I have a friend who spent this last summer completely tuned out from everything and anything mainstream media-related. It was an inadvertent tuning-out, brought on by the circumstances of his job at the time, but this friend is someone who has been tuned in to the happenings in and about Iraq since the U.S. “shocked” and “awed” that country back in March 2003.

So, to hear that he had spent multiple months under some weird, quasi-forced abstinence from all things news, I wondered if he felt like he had missed out on crucial events, now that there was a significant knowledge gap about the war that he would have to scramble to fill. His answer surprised me a bit.

He talked about how his previous mainstream routine kept up with every Sadr City showdown, every road-side bomb, and made each successive day’s events seem unique and invaluable to understanding the trajectory of the war. When his sole information source was the mainstream media, things perpetually sounded sensational and groundbreaking, but that was the extent of the coverage; there was no real analysis, just lots of “shock and awe.” This discovery was frustrating, to say the least.

But this kind of lament is nothing new. When the U.S. military offered to embed reporters within battalions during the first Gulf War in the early 1990s, there was an outcry from within as well as outside of media organizations about how this was going to lead to biased and/or censored reporting. And yet, the set-up prevailed. It was even adopted for this Gulf War.

True, embedded reporting is dangerously first-hand, but it makes for a made-for-TV war viewing experience that feels hollow. It’s not that news from embedded reporters is necessarily bad or faulty, it’s that this trend has spawned a new form of journalism-the non-investigative kind, where all information is handed to you, and the sheer volume of it makes it impossible to ignore. The majority of war news coverage has become a never-ending series of press conferences combined with footage from “the field,”- a.k.a. a hotel room balcony. With this in mind, I see how my friend came to the conclusion that rehashing is not the same as analyzing.

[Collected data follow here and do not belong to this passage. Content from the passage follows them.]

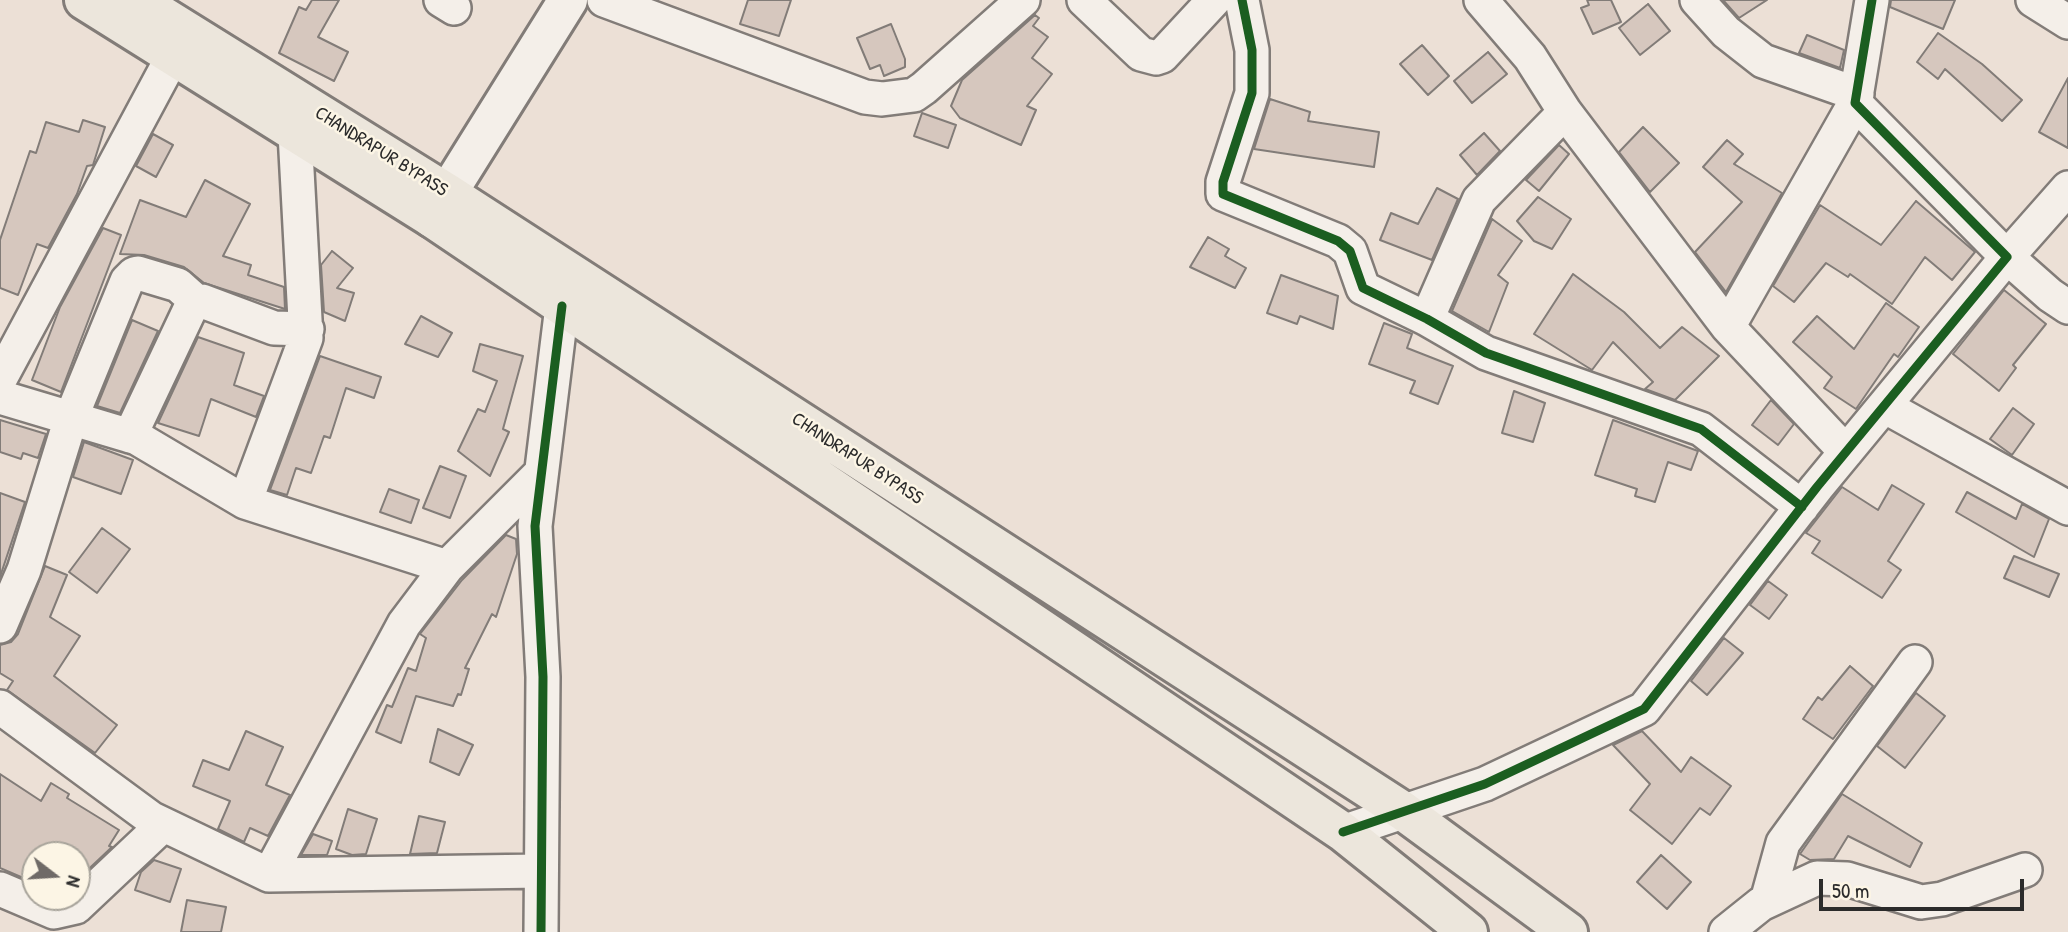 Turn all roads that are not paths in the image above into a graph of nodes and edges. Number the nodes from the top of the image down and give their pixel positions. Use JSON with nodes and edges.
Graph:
{"nodes":[{"id":1,"x":84,"y":0,"type":"edge"},
{"id":2,"x":137,"y":0,"type":"edge"},
{"id":3,"x":568,"y":0,"type":"edge"},
{"id":4,"x":604,"y":0,"type":"edge"},
{"id":5,"x":1023,"y":0,"type":"edge"},
{"id":6,"x":1084,"y":0,"type":"edge"},
{"id":7,"x":1214,"y":0,"type":"edge"},
{"id":8,"x":1242,"y":0,"type":"edge"},
{"id":9,"x":1481,"y":0,"type":"edge"},
{"id":10,"x":1698,"y":0,"type":"edge"},
{"id":11,"x":1872,"y":0,"type":"edge"},
{"id":12,"x":2033,"y":0,"type":"edge"},
{"id":13,"x":2068,"y":22,"type":"edge"},
{"id":14,"x":173,"y":56,"type":"junction"},
{"id":15,"x":1856,"y":99,"type":"junction"},
{"id":16,"x":1565,"y":112,"type":"junction"},
{"id":17,"x":295,"y":133,"type":"junction"},
{"id":18,"x":2068,"y":188,"type":"edge"},
{"id":19,"x":439,"y":205,"type":"junction"},
{"id":20,"x":2007,"y":257,"type":"junction"},
{"id":21,"x":197,"y":302,"type":"junction"},
{"id":22,"x":562,"y":306,"type":"junction"},
{"id":23,"x":2068,"y":307,"type":"edge"},
{"id":24,"x":1427,"y":319,"type":"junction"},
{"id":25,"x":1728,"y":327,"type":"junction"},
{"id":26,"x":307,"y":330,"type":"junction"},
{"id":27,"x":0,"y":379,"type":"edge"},
{"id":28,"x":0,"y":397,"type":"edge"},
{"id":29,"x":1884,"y":406,"type":"junction"},
{"id":30,"x":71,"y":418,"type":"junction"},
{"id":31,"x":131,"y":436,"type":"junction"},
{"id":32,"x":1846,"y":452,"type":"junction"},
{"id":33,"x":541,"y":473,"type":"junction"},
{"id":34,"x":245,"y":502,"type":"junction"},
{"id":35,"x":1802,"y":507,"type":"junction"},
{"id":36,"x":2068,"y":508,"type":"edge"},
{"id":37,"x":447,"y":567,"type":"junction"},
{"id":38,"x":0,"y":626,"type":"edge"},
{"id":39,"x":1915,"y":662,"type":"dead end"},
{"id":40,"x":0,"y":707,"type":"edge"},
{"id":41,"x":1404,"y":811,"type":"junction"},
{"id":42,"x":163,"y":825,"type":"junction"},
{"id":43,"x":1343,"y":832,"type":"junction"},
{"id":44,"x":2025,"y":870,"type":"dead end"},
{"id":45,"x":541,"y":871,"type":"junction"},
{"id":46,"x":268,"y":875,"type":"junction"},
{"id":47,"x":0,"y":889,"type":"edge"},
{"id":48,"x":1767,"y":901,"type":"junction"},
{"id":49,"x":80,"y":919,"type":"edge"},
{"id":50,"x":541,"y":932,"type":"edge"},
{"id":51,"x":1468,"y":932,"type":"edge"},
{"id":52,"x":1569,"y":932,"type":"edge"},
{"id":53,"x":1726,"y":932,"type":"edge"}],
"edges":[{"from":1,"to":14,"type":"highway","name":"CHANDRAPUR BYPASS"},
{"from":2,"to":19,"type":"highway","name":"CHANDRAPUR BYPASS"},
{"from":3,"to":19,"type":"main road"},
{"from":4,"to":5,"type":"street"},
{"from":6,"to":7,"type":"street"},
{"from":8,"to":24,"type":"street"},
{"from":9,"to":16,"type":"street"},
{"from":10,"to":15,"type":"street"},
{"from":11,"to":15,"type":"street"},
{"from":12,"to":13,"type":"street"},
{"from":14,"to":17,"type":"highway","name":"CHANDRAPUR BYPASS"},
{"from":14,"to":27,"type":"street"},
{"from":15,"to":20,"type":"street"},
{"from":15,"to":25,"type":"street"},
{"from":16,"to":24,"type":"street"},
{"from":16,"to":25,"type":"street"},
{"from":17,"to":19,"type":"highway","name":"CHANDRAPUR BYPASS"},
{"from":17,"to":26,"type":"street"},
{"from":18,"to":20,"type":"street"},
{"from":19,"to":22,"type":"highway","name":"CHANDRAPUR BYPASS"},
{"from":19,"to":41,"type":"highway","name":"CHANDRAPUR BYPASS"},
{"from":20,"to":23,"type":"street"},
{"from":20,"to":29,"type":"street"},
{"from":21,"to":26,"type":"street"},
{"from":21,"to":30,"type":"street"},
{"from":21,"to":31,"type":"street"},
{"from":22,"to":33,"type":"street"},
{"from":22,"to":43,"type":"highway","name":"CHANDRAPUR BYPASS"},
{"from":24,"to":35,"type":"street"},
{"from":25,"to":32,"type":"street"},
{"from":26,"to":34,"type":"street"},
{"from":28,"to":30,"type":"street"},
{"from":29,"to":32,"type":"street"},
{"from":29,"to":36,"type":"street"},
{"from":30,"to":31,"type":"street"},
{"from":30,"to":38,"type":"street"},
{"from":31,"to":34,"type":"street"},
{"from":32,"to":35,"type":"street"},
{"from":33,"to":37,"type":"street"},
{"from":33,"to":45,"type":"street"},
{"from":34,"to":37,"type":"street"},
{"from":35,"to":41,"type":"street"},
{"from":37,"to":46,"type":"street"},
{"from":39,"to":48,"type":"street"},
{"from":40,"to":42,"type":"street"},
{"from":41,"to":43,"type":"street"},
{"from":41,"to":52,"type":"highway","name":"CHANDRAPUR BYPASS"},
{"from":42,"to":46,"type":"street"},
{"from":42,"to":49,"type":"street"},
{"from":43,"to":51,"type":"highway","name":"CHANDRAPUR BYPASS"},
{"from":44,"to":48,"type":"street"},
{"from":45,"to":46,"type":"street"},
{"from":45,"to":50,"type":"street"},
{"from":47,"to":49,"type":"street"},
{"from":48,"to":53,"type":"street"}]} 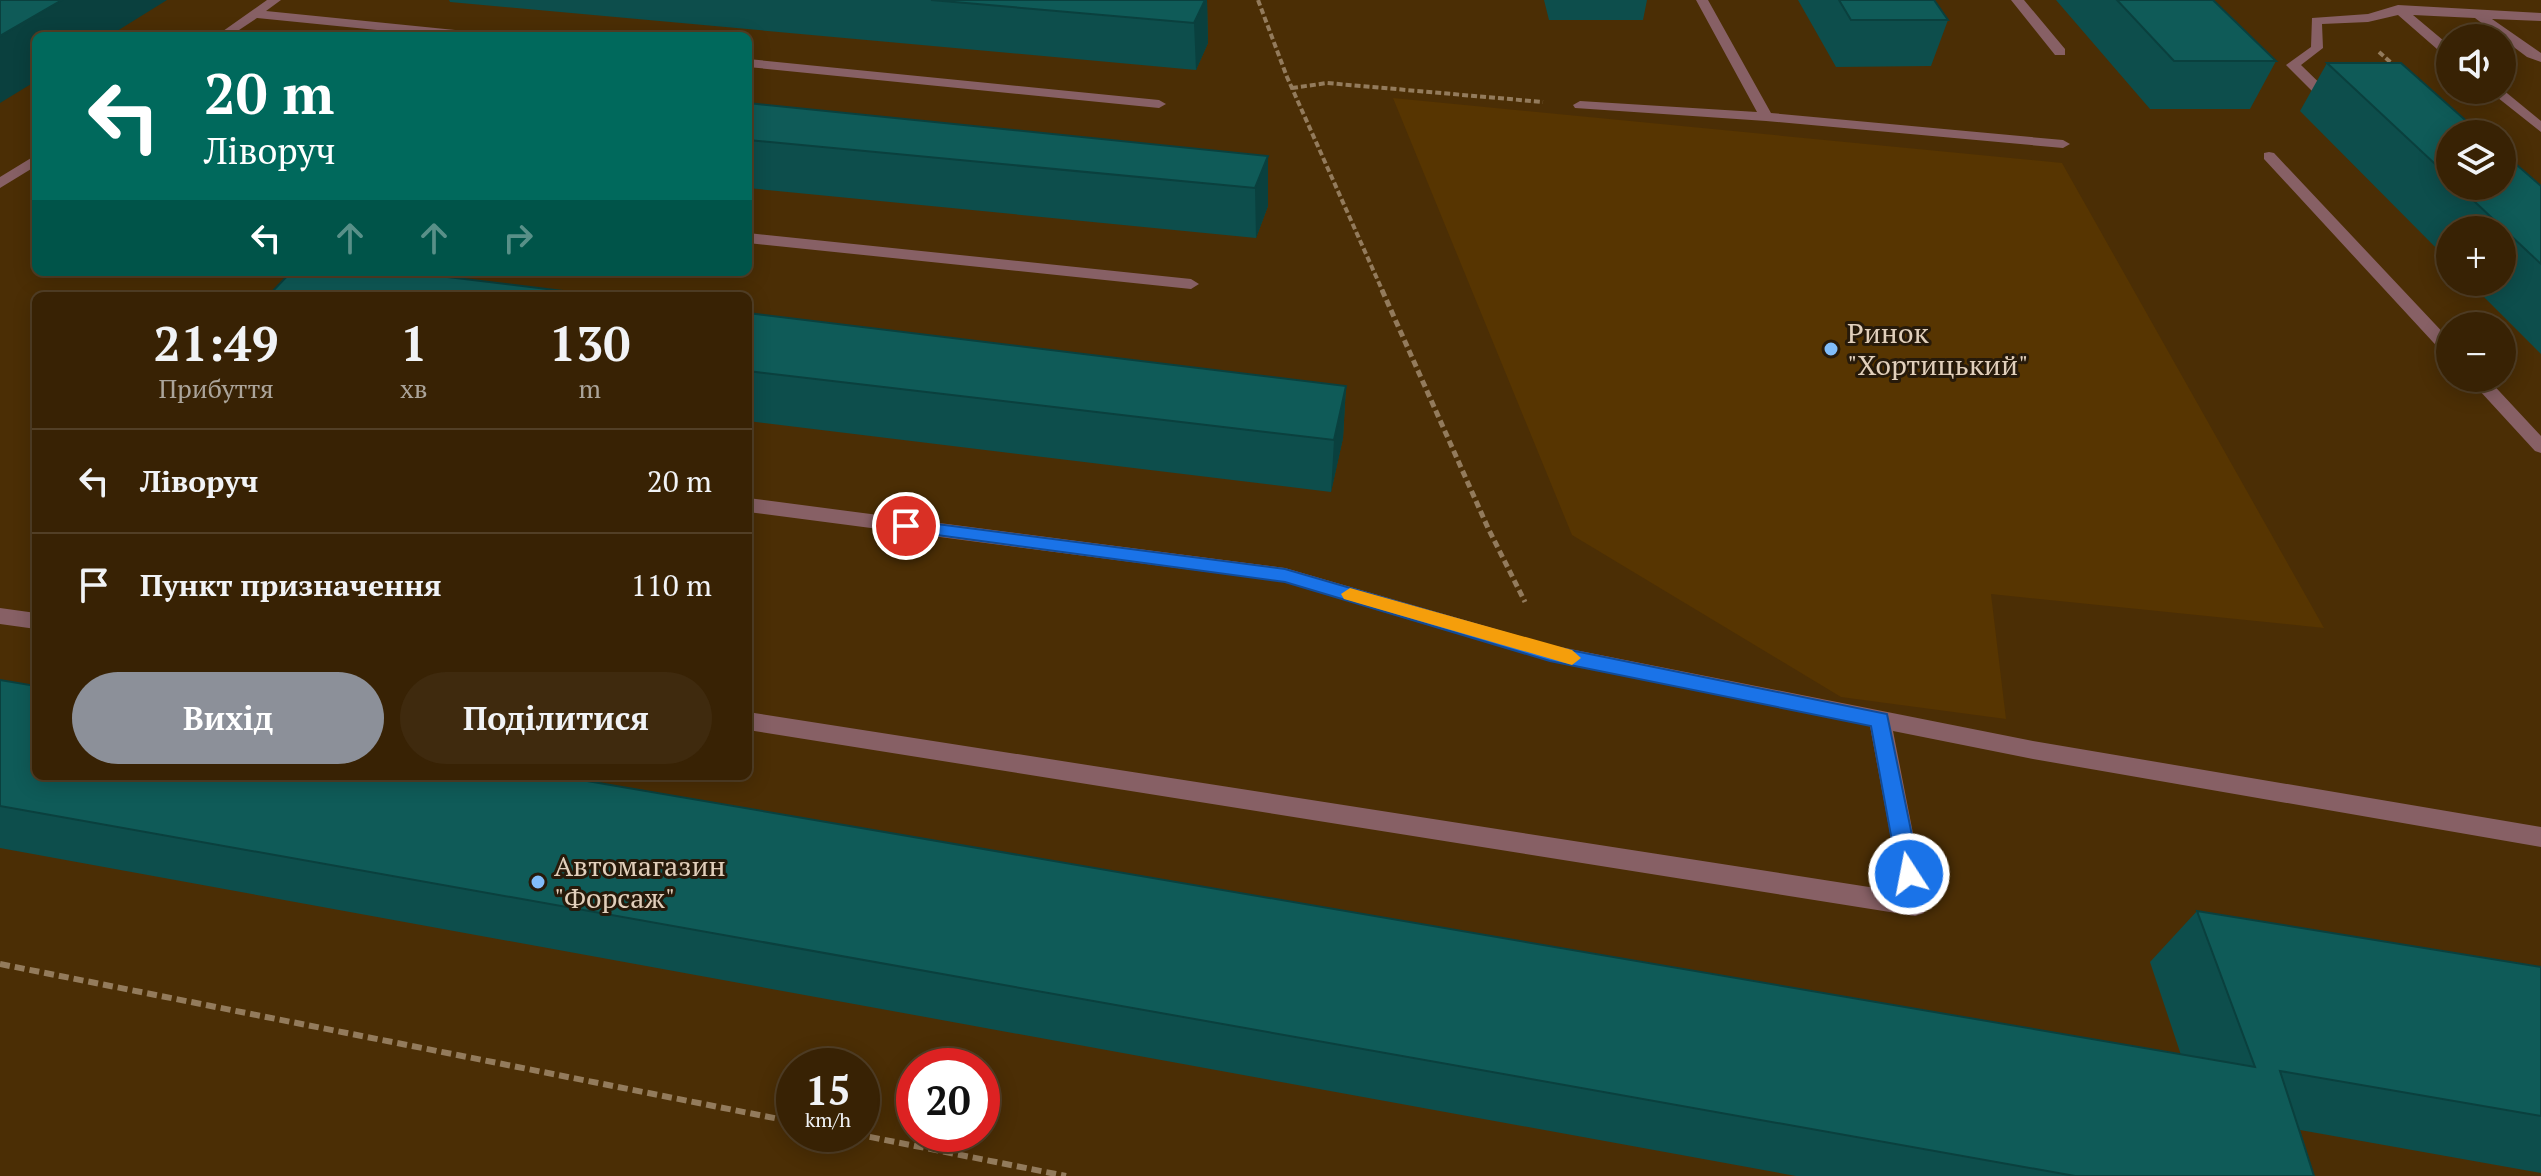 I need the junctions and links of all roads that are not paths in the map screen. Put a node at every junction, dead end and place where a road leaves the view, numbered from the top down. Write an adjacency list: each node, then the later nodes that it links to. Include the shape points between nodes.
1 (275, 0): 6 (street)
2 (1702, 0): 19 (street)
3 (2017, 0): 12 (street)
4 (2387, 0): 5 (street)
5 (2400, 11): 7 (street); 11 (street); 16 (street, via 2316,21 2317,48 2293,65)
6 (255, 14): 9 (street); 10 (street)
7 (2478, 14): 8 (street); 13 (street)
8 (2541, 17)
9 (228, 32)
10 (435, 32)
11 (2436, 41)
12 (2060, 52)
13 (2541, 58)
14 (752, 63): 15 (street)
15 (1159, 104)
16 (2333, 104)
17 (2512, 104): 20 (street)
18 (1580, 105): 19 (street)
19 (1766, 117): 21 (street)
20 (2541, 128)
21 (2063, 144)
22 (2269, 156): 27 (street)
23 (32, 164): 24 (street)
24 (0, 184)
25 (752, 238): 26 (street)
26 (1191, 284)
27 (2436, 335)
28 (2490, 392): 29 (street)
29 (2541, 447)
30 (752, 506): 33 (street, via 1285,575 1550,653)
31 (0, 616): 32 (street)
32 (32, 620)
33 (1880, 720): 34 (street, via 1915,905); 35 (street)
34 (752, 722)
35 (2541, 837) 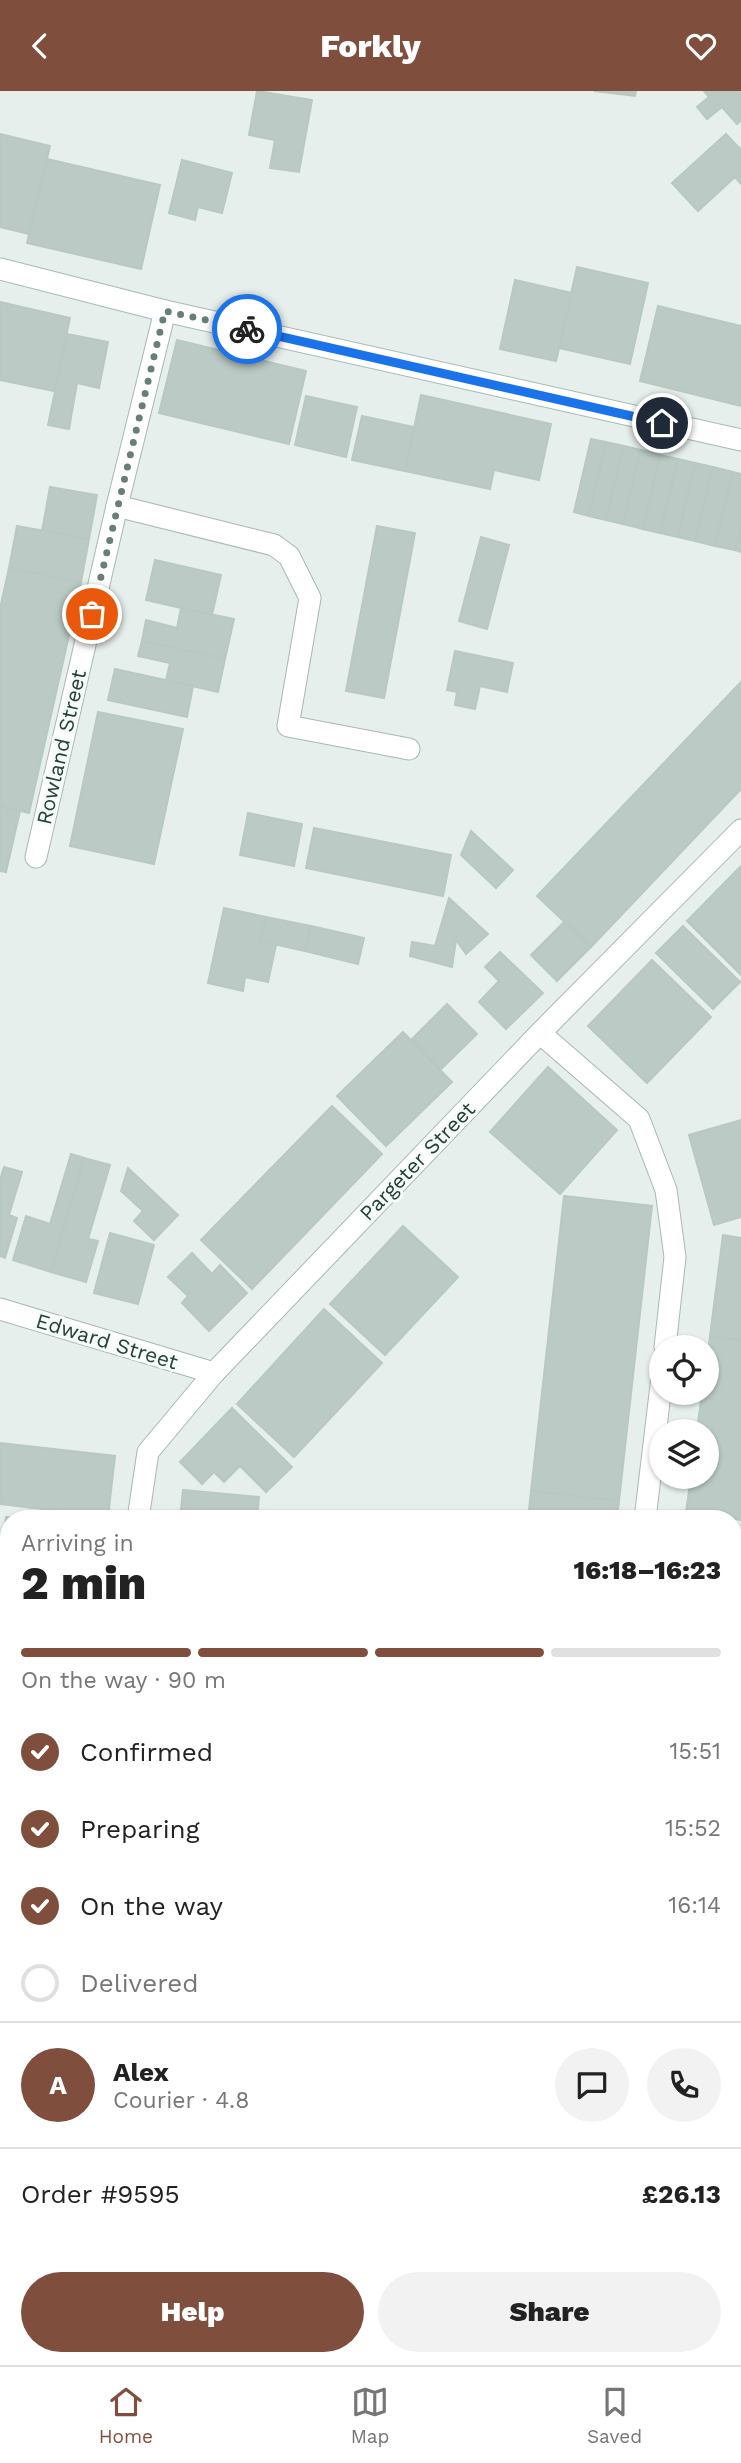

So, to gain real insight on what path the Gulf War II is headed down, a lot of people are turning to blogs. Specifically, those written by military men and women, which have come to be known as “milblogs.”

As with most personal blogs, these contain a mish-mash of topics: entries on how much a soldier misses his family are interspersed with stories on the struggles of the local population, and detailed accounts of medical emergencies and attacks. There are eulogies for dead fellow soldiers, photographs of combat gear, and hang out time in the Humvee; recipes; frustrations are aired; patriotism is espoused. It’s not your traditional newscast, but that’s a good thing.

More and more people are looking for alternative sources of information/reporting these days (eg; The Daily Show with Jon Stewart), and milblogs are receiving more and more hits as the war drags on. These soldiers’ “reports” are more compelling and urgent than any sound bite you’ll hear on CNN, and they’re difficult to tune out, for fear of missing some crucial event, and having to fill a knowledge gap-you are, after all, keeping tabs on a fellow human whose life (at times) hangs in the balance.

And, as long as people keep tuning in, hope for change remains on the table, both for the state of journalism, and for Iraq.